As you may know, the Foundation Center has been collecting detailed grants data from some of the largest U.S. foundations for the last few years through its Glasspockets initiative. What you may not know is that Glasspockets has developed a simple programmatic way to access its data through an open API (a way for programmers to easily access information).

For those technically inclined, I developed and published an R wrapper for accessing and loading Glasspockets queries on Github. For those less technical, R is a popular open soure statistical software package that I use for data analysis.

The Glasspockets API plus the R library allows me to easily search Glasspockets grants, which I’m planning on mining for future blog posts. For my initial pass with the data I started looking at the Gates Foundation’s giving, specifically looking at the seasonality in their grant making.

Gates giving by month

I’ve long lamented how our tax policy drives seasonal giving, creating peaks and valleys in donations. Next week’s Giving Tuesday is a clever way to try to capitalize on this unfortunate reality.

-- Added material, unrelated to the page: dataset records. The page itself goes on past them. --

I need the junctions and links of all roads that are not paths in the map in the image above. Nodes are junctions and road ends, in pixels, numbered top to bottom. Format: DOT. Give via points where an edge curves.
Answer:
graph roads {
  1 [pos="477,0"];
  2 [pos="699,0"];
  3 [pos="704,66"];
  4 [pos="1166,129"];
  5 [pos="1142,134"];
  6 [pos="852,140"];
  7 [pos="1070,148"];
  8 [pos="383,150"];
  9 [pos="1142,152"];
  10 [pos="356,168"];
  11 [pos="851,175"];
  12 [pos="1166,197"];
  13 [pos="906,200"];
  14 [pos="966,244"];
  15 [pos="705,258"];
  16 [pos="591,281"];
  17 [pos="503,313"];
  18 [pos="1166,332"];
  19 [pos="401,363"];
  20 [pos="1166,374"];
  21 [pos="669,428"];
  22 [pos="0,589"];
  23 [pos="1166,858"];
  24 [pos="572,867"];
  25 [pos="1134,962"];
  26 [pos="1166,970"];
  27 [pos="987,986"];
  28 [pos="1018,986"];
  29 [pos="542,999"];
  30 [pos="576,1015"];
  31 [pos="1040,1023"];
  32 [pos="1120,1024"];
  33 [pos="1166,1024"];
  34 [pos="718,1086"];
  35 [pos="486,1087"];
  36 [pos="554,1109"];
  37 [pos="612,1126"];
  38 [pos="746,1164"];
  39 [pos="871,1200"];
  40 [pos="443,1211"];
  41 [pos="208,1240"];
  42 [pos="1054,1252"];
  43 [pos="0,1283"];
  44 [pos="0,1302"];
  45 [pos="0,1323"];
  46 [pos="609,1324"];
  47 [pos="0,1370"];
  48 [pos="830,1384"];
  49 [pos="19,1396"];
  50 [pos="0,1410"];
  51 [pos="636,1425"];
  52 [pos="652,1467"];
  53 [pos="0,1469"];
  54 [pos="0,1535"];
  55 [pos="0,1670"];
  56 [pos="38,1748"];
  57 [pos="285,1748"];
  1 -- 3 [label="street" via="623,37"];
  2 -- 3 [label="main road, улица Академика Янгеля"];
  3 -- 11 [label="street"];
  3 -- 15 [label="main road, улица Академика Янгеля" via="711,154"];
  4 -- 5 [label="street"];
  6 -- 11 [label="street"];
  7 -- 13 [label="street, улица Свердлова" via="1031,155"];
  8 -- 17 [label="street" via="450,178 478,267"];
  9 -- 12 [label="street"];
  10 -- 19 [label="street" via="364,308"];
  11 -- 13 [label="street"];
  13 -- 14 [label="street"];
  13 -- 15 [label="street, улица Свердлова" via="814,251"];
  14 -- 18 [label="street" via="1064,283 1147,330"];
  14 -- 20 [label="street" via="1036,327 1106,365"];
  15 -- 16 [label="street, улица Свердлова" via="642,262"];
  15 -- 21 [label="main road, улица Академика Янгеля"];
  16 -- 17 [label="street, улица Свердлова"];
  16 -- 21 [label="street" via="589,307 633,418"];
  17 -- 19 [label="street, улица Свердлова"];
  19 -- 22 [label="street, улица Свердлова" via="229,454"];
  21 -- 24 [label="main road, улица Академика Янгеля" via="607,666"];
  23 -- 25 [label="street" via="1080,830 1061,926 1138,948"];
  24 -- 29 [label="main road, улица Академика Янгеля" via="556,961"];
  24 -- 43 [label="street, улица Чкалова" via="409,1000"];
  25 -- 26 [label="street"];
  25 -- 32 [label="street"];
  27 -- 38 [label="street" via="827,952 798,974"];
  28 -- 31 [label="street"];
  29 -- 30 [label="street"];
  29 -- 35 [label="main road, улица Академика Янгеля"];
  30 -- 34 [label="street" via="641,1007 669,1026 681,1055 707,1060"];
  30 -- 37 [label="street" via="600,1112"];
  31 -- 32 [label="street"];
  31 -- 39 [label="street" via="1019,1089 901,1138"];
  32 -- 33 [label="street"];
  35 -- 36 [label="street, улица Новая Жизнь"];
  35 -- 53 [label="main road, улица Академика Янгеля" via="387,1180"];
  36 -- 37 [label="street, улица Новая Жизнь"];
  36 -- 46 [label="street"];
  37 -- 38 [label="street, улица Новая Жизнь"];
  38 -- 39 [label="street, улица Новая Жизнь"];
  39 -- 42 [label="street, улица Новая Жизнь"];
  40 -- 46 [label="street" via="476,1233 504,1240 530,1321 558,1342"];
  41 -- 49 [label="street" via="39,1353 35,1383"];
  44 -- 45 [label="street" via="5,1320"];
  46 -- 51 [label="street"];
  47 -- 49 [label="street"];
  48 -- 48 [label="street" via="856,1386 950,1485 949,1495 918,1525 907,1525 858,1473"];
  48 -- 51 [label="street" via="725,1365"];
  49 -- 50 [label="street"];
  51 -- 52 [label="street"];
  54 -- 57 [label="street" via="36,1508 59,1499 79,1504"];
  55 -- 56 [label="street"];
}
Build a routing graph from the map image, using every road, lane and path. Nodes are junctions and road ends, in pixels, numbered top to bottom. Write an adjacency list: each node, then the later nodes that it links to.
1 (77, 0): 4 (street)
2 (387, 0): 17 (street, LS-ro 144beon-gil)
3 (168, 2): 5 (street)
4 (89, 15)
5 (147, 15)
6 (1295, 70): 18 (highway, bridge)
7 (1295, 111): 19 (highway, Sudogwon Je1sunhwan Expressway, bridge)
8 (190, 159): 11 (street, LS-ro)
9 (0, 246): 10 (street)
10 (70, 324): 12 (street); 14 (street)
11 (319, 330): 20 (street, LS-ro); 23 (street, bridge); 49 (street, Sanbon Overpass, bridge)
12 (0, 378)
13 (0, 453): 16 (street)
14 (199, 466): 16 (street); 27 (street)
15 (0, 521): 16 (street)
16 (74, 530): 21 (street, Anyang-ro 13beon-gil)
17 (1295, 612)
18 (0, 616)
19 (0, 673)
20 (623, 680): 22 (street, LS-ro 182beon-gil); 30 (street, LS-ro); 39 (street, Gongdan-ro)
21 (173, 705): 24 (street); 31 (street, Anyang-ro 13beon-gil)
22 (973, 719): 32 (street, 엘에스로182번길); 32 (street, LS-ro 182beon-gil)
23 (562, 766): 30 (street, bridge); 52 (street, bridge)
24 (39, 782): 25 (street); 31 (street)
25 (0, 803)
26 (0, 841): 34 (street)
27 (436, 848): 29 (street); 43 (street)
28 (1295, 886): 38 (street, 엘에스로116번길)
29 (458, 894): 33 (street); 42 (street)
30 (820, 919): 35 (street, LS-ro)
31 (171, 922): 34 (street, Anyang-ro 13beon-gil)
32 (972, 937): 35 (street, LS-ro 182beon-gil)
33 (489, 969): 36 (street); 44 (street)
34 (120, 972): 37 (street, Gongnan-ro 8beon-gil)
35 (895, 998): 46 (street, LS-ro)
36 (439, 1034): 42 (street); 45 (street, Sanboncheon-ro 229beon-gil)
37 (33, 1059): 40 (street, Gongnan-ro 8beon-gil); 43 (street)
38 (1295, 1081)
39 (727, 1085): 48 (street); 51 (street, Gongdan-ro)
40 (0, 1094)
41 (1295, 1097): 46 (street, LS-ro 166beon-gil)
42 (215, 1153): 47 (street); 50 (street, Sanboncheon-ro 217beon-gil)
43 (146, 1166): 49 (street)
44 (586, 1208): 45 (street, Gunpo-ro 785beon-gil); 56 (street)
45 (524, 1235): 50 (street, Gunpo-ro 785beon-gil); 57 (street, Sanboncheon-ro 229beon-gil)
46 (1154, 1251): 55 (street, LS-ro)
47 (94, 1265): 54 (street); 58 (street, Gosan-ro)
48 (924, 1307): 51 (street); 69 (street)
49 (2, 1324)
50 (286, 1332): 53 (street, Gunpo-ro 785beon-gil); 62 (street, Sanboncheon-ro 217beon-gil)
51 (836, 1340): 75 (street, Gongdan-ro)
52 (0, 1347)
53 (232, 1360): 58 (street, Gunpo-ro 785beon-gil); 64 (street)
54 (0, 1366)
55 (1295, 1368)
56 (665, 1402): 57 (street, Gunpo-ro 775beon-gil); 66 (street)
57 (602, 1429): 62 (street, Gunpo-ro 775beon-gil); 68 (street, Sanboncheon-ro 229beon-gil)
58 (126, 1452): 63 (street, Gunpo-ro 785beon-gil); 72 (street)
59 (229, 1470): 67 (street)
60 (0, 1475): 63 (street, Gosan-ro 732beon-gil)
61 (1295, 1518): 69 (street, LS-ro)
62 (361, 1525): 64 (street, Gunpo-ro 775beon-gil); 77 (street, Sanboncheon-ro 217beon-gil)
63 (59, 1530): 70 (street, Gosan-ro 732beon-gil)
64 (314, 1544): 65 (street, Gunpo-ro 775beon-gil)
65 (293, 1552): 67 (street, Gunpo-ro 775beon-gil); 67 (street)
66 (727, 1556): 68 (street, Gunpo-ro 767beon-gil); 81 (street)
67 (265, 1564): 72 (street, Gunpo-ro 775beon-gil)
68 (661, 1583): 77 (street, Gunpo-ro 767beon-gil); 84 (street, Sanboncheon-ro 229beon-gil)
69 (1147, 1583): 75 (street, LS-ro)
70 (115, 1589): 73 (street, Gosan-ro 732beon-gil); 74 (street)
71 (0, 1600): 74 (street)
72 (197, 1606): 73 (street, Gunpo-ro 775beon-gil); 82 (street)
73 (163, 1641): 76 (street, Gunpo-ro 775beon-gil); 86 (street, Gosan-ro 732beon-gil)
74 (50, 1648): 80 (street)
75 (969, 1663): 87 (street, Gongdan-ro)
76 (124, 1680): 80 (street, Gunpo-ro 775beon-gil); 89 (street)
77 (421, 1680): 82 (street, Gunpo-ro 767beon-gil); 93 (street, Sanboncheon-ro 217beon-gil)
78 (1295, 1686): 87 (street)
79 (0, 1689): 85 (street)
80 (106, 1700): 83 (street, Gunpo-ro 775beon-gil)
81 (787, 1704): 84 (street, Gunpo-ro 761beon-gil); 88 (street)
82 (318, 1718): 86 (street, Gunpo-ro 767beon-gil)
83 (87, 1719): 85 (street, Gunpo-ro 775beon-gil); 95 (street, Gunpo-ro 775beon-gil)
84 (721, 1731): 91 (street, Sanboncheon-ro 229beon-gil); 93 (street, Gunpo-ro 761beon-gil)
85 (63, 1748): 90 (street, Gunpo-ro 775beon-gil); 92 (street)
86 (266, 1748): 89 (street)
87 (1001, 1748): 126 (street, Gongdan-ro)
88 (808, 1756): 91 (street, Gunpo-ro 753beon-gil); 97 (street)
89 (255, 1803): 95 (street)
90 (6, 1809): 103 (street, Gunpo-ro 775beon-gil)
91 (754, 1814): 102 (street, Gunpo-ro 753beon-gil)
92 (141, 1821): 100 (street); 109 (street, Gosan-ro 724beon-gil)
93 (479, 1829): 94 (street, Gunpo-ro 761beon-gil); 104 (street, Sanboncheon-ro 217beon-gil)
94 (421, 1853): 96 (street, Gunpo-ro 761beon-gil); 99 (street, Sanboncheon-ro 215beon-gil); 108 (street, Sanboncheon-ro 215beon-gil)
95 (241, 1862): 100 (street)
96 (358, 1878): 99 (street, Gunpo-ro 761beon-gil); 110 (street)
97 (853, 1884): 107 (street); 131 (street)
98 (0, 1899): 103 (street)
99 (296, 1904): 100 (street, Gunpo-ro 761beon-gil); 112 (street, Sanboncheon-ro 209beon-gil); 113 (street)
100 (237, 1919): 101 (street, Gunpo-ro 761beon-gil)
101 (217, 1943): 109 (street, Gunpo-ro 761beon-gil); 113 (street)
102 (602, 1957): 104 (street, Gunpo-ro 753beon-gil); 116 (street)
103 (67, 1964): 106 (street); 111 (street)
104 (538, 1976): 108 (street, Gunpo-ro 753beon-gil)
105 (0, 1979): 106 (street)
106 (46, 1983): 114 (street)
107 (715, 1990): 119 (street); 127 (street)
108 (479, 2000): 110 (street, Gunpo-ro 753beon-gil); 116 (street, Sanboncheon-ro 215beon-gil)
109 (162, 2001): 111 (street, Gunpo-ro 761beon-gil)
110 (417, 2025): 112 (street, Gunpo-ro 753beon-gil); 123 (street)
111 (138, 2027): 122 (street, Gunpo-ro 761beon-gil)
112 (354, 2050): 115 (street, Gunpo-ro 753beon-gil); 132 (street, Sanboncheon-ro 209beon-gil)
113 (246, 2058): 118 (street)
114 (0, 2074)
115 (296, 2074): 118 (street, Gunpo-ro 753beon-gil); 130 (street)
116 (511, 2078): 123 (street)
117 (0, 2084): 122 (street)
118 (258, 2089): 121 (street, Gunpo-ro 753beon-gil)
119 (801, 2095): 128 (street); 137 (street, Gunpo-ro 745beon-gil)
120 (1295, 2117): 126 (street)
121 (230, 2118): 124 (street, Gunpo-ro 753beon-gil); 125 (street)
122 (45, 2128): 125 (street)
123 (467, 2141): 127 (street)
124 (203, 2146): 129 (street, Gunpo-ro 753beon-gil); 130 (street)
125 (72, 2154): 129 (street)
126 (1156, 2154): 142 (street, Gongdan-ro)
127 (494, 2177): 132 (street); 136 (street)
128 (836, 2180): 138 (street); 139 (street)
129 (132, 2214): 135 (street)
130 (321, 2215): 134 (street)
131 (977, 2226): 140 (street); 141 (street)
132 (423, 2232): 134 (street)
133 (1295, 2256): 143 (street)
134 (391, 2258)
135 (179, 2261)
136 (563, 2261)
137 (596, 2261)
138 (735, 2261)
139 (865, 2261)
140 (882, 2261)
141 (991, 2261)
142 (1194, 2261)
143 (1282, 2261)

While the typical donor might not think about giving until year end, I would think that large foundations would be less seasonal in their giving. In the case of the Gates Foundation, I would also be wrong.

Using data from Glasspockets, I constructed the following chart which shows the sum of giving by month from 2011–2014 (up to November 2014 that is). A quick glance shows that November, the 11th month, dwarfs grants made in any other month. Indeed, the Gates Foundation made grants totalling $3,204,224,816 in the Novembers from 2011–2014.


I’m not necessarily arguing that it’s a bad thing that Gates giving isn’t more spread out. I did however assume that it would not so closely match the regular donor public’s patterns of giving.

I’m interested to explore whether this same seasonality, especially dominance of giving in November, holds true for other foundations or not. More importantly, I’m looking forward to digging deeper into the Glasspockets data. If you are a fellow R user, feel free to grab the library and jump in as well.